SQL Refactoring

Introduction

SQL refactoring is the process of restructuring existing SQL code to improve its internal structure without changing its external behavior. Just like refactoring in other programming languages, SQL refactoring aims to enhance code quality, performance, and maintainability while preserving functionality.

As databases grow and applications evolve, SQL queries that once performed adequately may become bottlenecks. Refactoring helps address these issues proactively, ensuring your database interactions remain efficient and your code remains clear and maintainable.

Why Refactor SQL?

Refactoring SQL provides several important benefits:

Improved performance: Optimized queries execute faster and consume fewer resources
Enhanced readability: Well-structured SQL is easier to understand and maintain
Reduced technical debt: Regular refactoring prevents accumulation of problematic code
Better scalability: Efficient queries handle growing data volumes more effectively
Easier maintenance: Clean SQL is simpler to debug and modify

Common SQL Refactoring Techniques

1. Simplifying Complex Queries

Complex queries with multiple nested subqueries can be difficult to understand and optimize.
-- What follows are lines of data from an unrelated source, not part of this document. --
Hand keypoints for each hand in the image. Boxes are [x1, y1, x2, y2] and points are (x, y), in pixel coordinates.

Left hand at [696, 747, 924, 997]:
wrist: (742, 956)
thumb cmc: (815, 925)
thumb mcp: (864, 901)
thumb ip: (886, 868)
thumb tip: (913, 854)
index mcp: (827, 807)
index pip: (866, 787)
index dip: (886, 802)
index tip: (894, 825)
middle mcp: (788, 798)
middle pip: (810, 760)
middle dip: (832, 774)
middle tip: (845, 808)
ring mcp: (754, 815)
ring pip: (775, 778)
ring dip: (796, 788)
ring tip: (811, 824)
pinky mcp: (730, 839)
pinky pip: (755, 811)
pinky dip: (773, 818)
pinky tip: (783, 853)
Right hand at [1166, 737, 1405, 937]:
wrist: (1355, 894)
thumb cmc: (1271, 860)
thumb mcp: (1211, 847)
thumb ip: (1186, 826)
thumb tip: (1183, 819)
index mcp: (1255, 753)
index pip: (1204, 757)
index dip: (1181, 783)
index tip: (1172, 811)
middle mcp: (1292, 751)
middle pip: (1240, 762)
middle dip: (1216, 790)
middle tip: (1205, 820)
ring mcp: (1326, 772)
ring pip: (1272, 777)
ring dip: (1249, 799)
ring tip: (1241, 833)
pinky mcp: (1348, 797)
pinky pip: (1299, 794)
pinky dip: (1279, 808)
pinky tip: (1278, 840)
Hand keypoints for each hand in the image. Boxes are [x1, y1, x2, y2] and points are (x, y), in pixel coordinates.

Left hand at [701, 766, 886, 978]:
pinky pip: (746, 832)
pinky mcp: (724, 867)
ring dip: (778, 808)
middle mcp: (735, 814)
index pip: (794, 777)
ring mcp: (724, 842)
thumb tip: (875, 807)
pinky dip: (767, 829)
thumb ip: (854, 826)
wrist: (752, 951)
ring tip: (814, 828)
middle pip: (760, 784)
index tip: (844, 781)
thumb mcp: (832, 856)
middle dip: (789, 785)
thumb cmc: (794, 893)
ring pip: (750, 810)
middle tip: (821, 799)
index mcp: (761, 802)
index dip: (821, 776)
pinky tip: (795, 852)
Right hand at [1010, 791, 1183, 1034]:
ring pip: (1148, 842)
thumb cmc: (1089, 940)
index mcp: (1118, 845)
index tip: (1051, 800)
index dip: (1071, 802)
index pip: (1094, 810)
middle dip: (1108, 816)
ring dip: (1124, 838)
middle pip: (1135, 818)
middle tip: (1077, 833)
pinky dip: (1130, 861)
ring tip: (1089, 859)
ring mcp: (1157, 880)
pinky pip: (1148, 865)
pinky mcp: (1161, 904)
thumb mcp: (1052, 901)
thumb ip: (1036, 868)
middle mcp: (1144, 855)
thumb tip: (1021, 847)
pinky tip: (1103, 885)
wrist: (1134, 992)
Breaking them down into simpler components often improves both readability and performance.

Before Refactoring:

sql
SELECT customer_name, 
       (SELECT SUM(order_total) 
        FROM orders 
        WHERE orders.customer_id = customers.customer_id 
        AND order_date BETWEEN '2023-01-01' AND '2023-12-31') as yearly_total
FROM customers
WHERE customer_id IN 
      (SELECT customer_id 
       FROM orders 
       GROUP BY customer_id 
       HAVING COUNT(*) > 5);

After Refactoring:

sql
WITH active_customers AS (
    SELECT customer_id
    FROM orders
    GROUP BY customer_id
    HAVING COUNT(*) > 5
),
yearly_totals AS (
    SELECT customer_id, SUM(order_total) as yearly_total
    FROM orders
    WHERE order_date BETWEEN '2023-01-01' AND '2023-12-31'
    GROUP BY customer_id
)
SELECT c.customer_name, COALESCE(yt.yearly_total, 0) as yearly_total
FROM customers c
JOIN active_customers ac ON c.customer_id = ac.customer_id
LEFT JOIN yearly_totals yt ON c.customer_id = yt.customer_id;

The refactored version uses Common Table Expressions (CTEs) to break the logic into distinct, understandable steps, making the query more maintainable and often more efficient.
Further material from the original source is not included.